Recent analyses indicate a mixed outlook for the SGD to IDR exchange rate, influenced by various economic and political developments in both Singapore and Indonesia. The SGD currently trades at 7-day lows near 12,784 IDR, coinciding closely with its 3-month average, reflecting a stable 3.0% trading range from approximately 12,591 to 12,974 IDR.
In Singapore, the Monetary Authority of Singapore (MAS) recently maintained its monetary policy stance, signaling confidence in the country's economic resilience amidst global fluctuations. A notable surprise came from Singapore's Q3 GDP growth of 2.9%, significantly surpassing earlier forecasts of 1.9%, promoting a bullish sentiment around the SGD. Moreover, easing inflationary pressures have led to a downward revision in core inflation forecasts, which may support continued confidence in Singapore's currency.

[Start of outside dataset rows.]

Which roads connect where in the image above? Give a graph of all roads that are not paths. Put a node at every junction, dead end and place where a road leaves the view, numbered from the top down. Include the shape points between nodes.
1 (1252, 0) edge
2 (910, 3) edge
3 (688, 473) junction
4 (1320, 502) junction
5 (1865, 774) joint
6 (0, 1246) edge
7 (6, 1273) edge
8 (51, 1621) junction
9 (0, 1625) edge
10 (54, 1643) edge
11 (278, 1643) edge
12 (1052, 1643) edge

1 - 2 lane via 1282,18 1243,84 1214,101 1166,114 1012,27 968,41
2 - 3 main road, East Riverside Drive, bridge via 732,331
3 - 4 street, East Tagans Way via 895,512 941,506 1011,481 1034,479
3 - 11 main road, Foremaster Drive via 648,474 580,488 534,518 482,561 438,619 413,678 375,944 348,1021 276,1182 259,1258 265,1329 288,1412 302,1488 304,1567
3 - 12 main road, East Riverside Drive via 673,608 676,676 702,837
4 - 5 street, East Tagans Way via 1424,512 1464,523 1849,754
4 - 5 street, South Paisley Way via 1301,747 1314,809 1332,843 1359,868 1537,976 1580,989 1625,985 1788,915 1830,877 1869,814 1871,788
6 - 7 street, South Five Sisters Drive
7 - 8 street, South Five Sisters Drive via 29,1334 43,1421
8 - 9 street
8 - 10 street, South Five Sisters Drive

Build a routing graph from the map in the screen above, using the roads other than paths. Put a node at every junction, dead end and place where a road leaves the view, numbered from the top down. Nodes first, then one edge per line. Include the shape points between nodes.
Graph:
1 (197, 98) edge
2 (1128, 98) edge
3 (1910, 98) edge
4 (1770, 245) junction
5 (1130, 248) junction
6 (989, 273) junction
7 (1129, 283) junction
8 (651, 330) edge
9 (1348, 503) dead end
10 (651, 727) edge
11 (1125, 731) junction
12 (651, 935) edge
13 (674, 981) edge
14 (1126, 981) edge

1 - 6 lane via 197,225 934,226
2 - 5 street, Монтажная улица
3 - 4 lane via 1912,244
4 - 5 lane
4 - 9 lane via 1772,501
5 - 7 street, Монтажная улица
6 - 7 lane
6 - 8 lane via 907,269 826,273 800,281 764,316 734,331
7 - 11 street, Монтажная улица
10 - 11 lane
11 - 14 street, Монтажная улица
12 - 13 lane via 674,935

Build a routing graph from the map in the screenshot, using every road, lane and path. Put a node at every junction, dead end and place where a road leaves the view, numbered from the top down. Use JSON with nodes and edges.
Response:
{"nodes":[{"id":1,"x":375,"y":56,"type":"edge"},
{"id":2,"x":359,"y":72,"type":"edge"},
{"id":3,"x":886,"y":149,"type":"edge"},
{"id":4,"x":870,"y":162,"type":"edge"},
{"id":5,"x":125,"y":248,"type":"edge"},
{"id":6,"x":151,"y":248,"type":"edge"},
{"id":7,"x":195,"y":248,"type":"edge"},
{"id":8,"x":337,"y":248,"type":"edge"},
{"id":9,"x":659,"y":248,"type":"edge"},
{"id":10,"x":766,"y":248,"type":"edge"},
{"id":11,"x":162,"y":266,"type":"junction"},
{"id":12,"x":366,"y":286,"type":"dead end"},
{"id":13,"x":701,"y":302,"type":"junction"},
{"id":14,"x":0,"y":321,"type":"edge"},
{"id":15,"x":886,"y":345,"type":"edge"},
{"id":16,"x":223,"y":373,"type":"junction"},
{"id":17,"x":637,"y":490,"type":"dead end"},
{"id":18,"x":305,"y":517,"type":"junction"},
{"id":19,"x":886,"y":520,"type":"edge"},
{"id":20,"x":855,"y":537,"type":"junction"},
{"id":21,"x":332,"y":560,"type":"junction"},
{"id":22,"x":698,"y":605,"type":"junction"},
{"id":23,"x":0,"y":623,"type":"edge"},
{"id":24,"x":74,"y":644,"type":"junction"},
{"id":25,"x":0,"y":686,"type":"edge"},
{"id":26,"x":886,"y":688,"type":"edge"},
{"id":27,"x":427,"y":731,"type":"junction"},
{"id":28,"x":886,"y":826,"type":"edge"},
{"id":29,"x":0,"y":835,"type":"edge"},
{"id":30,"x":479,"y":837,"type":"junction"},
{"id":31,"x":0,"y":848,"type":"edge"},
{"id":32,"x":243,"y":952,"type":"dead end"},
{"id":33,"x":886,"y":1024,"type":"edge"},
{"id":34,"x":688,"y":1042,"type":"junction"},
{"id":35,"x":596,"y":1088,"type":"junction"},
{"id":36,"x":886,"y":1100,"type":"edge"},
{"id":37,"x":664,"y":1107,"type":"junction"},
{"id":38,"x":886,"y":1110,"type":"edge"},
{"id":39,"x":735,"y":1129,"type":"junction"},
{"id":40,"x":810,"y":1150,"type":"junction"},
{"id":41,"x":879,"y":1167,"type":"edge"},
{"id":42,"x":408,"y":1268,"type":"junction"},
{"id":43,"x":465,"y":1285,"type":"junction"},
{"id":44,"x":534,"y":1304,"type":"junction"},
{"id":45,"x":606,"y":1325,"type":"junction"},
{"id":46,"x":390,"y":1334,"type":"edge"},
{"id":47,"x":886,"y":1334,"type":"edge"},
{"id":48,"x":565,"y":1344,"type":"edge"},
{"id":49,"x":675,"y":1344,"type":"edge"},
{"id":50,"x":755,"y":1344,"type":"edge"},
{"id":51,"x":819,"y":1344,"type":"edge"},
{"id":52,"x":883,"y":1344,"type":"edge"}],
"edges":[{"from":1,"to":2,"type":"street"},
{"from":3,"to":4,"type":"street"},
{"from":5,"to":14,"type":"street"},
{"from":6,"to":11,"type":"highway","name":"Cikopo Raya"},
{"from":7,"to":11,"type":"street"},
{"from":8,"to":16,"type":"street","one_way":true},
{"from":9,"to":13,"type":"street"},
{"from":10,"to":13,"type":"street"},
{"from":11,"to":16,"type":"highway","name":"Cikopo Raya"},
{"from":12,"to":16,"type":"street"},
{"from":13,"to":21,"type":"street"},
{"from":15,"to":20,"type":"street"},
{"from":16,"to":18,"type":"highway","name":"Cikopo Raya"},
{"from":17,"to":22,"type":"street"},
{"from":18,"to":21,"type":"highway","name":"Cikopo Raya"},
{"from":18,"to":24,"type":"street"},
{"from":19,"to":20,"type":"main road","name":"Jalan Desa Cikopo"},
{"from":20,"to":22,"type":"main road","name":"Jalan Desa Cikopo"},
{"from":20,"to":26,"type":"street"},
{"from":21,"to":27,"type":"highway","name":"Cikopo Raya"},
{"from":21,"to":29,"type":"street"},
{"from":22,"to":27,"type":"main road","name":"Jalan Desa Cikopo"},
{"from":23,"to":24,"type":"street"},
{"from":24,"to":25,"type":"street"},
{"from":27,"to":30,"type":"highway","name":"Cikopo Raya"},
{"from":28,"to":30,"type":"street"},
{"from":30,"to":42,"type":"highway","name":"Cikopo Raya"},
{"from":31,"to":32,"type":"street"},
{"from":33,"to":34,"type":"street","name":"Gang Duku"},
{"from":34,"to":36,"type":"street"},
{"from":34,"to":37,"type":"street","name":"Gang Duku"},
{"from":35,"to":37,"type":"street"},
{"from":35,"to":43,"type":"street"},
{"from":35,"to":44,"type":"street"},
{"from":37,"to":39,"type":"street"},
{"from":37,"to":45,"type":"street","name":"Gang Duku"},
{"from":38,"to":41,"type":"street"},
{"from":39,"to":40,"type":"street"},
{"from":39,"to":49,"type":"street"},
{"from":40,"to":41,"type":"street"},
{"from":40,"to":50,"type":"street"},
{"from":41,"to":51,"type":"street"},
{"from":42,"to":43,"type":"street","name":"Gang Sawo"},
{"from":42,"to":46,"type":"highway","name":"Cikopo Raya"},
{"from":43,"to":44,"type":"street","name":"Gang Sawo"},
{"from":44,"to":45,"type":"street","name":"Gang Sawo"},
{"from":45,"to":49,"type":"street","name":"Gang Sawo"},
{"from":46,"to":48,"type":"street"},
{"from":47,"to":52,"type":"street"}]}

Conversely, the Indonesian rupiah faces challenges stemming from a mix of economic growth forecasts and political uncertainty. Indonesia's growth is projected to accelerate to 5.67% in Q4 2025, which could lead to increased foreign investment and bolster the IDR. However, political turmoil from the unexpected removal of Finance Minister Sri Mulyani Indrawati has raised investor concerns, contributing to the recent depreciation of the rupiah. In response, Bank Indonesia has announced plans to aggressively stabilize the currency through various market interventions.
The ongoing protests over fiscal policies in Indonesia add further volatility, which may impact investor sentiment regarding the IDR. As markets digest these developments, analysts are closely monitoring how the interplay between Singapore's economic strength and Indonesia's political stability will shape the future of the SGD-IDR exchange rate.